Bref, depuis déjà de nombreuses années Vermilion pompe du pétrole en Seine-et-Marne, paye une redevance aux propriétaires des champs sur lesquels se trouvent les pompes ainsi qu’une taxe aux communes dont par exemple la Commune de Saint-Méry où se trouve une unité de traitement du mélange pétrole-eau-gaz provenant de quelques puits alentour. L’activité est rentable même avec un pétrole Brent à 53,78 dollars le baril (cours du 11 septembre 2017) car les installations sont amorties depuis bien longtemps. Tout va bien, personne ne se plaint et chacun y trouve son compte.

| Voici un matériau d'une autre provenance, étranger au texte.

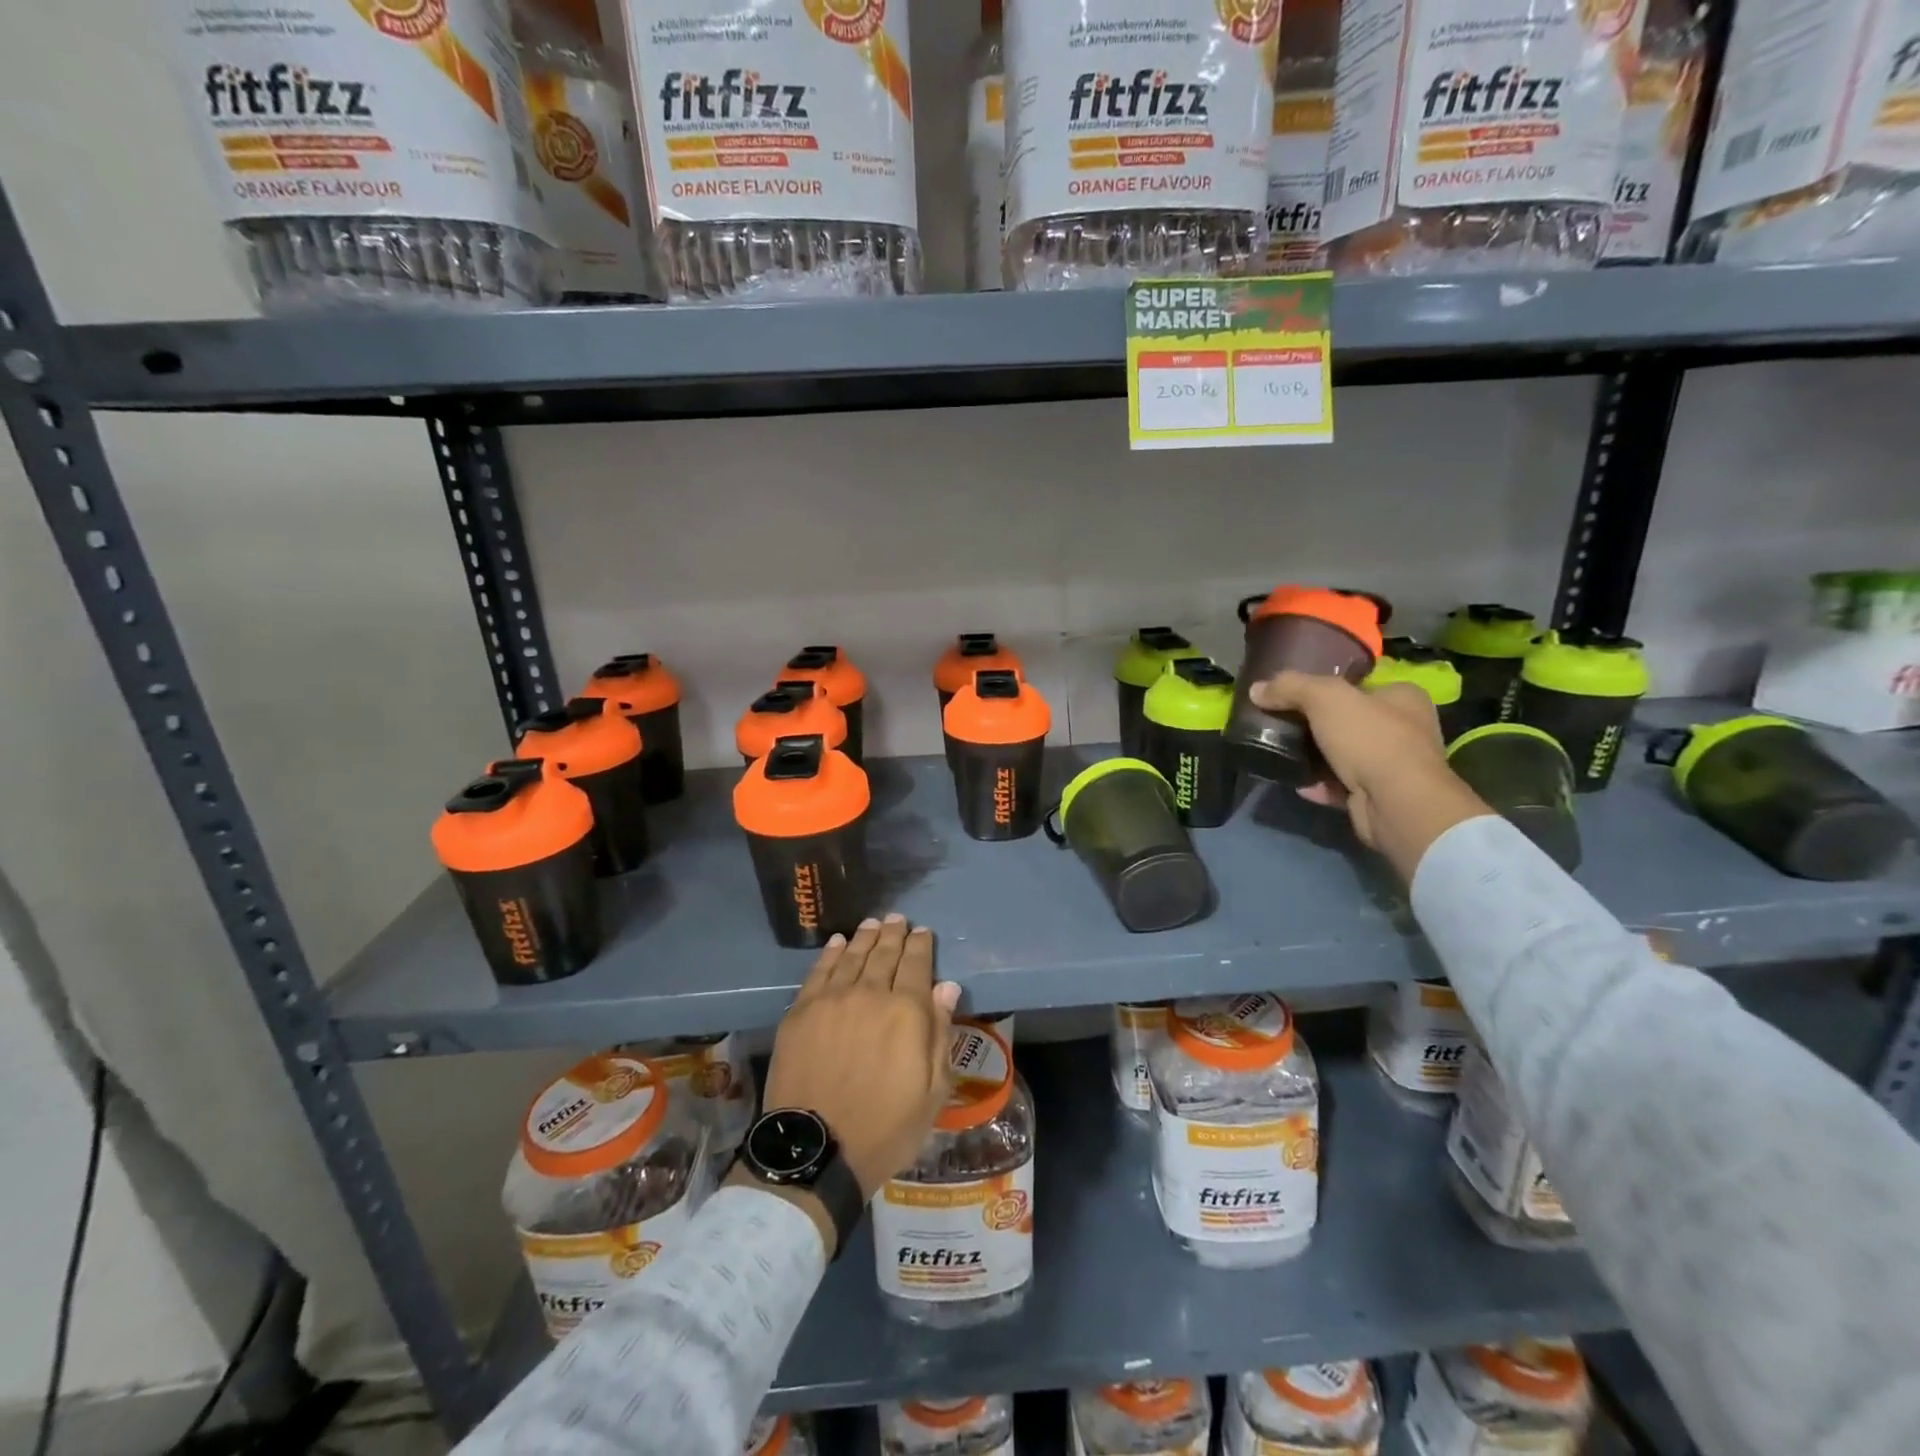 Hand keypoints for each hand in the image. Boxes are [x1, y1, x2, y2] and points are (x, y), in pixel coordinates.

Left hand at [761, 915, 960, 1202]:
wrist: (816, 1151)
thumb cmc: (885, 1128)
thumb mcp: (932, 1092)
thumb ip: (940, 1034)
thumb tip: (946, 987)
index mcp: (906, 1012)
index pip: (916, 965)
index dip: (921, 945)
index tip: (923, 932)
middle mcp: (869, 994)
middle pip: (883, 954)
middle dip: (893, 934)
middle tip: (898, 919)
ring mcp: (831, 1000)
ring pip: (851, 956)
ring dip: (864, 937)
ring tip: (873, 924)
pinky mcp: (801, 1011)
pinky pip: (819, 971)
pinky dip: (830, 953)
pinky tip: (837, 943)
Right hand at [1250, 671, 1489, 880]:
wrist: (1396, 804)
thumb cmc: (1370, 739)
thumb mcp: (1325, 698)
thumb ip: (1290, 687)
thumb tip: (1256, 690)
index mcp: (1403, 697)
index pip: (1358, 686)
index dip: (1324, 688)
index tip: (1292, 696)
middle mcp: (1404, 729)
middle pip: (1348, 721)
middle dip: (1313, 726)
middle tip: (1281, 726)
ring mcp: (1393, 765)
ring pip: (1342, 755)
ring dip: (1313, 757)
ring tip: (1282, 754)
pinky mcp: (1379, 795)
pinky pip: (1341, 785)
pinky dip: (1319, 784)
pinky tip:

Sauf que depuis que le clown écolo-gauchiste Hulot ayant accédé au poste de Ministre d’Etat chargé de l’ « économie circulaire », des moulins à vent et du démantèlement des centrales nucléaires décide, sur un coup de sang idéologique, d’interdire l’exploration et l’exploitation sur tout le territoire hexagonal français d’un quelconque hydrocarbure sous forme liquide ou gazeuse, tout va mal. Dans la tête dérangée de cet écolo pur et dur, il sera plus rentable (et moins coûteux) de recycler, de fermenter, de composter pour produire de l’énergie qui sera utilisée pour faire rouler des voitures électriques et faire fonctionner le peu d’industrie qui restera sur le territoire hexagonal. Ben voyons !

Selon les services techniques de la société Vermilion, il y a encore suffisamment de réserves dans le Bassin Parisien – qui n’a pas été totalement exploré à ce jour – pour pomper des hydrocarbures durant les 50 prochaines années. Pour Hulot, Ministre de la Transition Écologique et Solidaire (ce titre me laisse rêveur !), c’est inacceptable, ça pollue, ça abime l’esthétique inoubliable de la campagne française profonde … Il est beaucoup plus judicieux d’installer des forêts d’éoliennes en lieu et place de ces pompes discrètes et silencieuses qui produisent tout de même 815000 tonnes de pétrole brut par an soit un petit 1 % de la consommation annuelle française de brut. Mais non, « bienvenue dans un monde meilleur » sans pétrole et sans uranium ! pour paraphraser le slogan de Rhône-Poulenc, sponsor de Hulot quand il parcourait le monde entier en hélicoptère. Selon France-Nature-Environnement, une ONG écolo-bobo hébergée par le Muséum Nationale d’Histoire Naturelle à Paris (dont c’est l’incontestable mission) : « dans le cadre de la transition énergétique, il va falloir se passer ou tout du moins fortement diminuer notre consommation en énergie fossile ». Hulot a donc décidé d’accélérer la ruine de la France, c’est une évidence.

Source et illustration : AFP (dépêche du 1er septembre 2017) qui s’est délectée comme il se doit en rapportant cette information.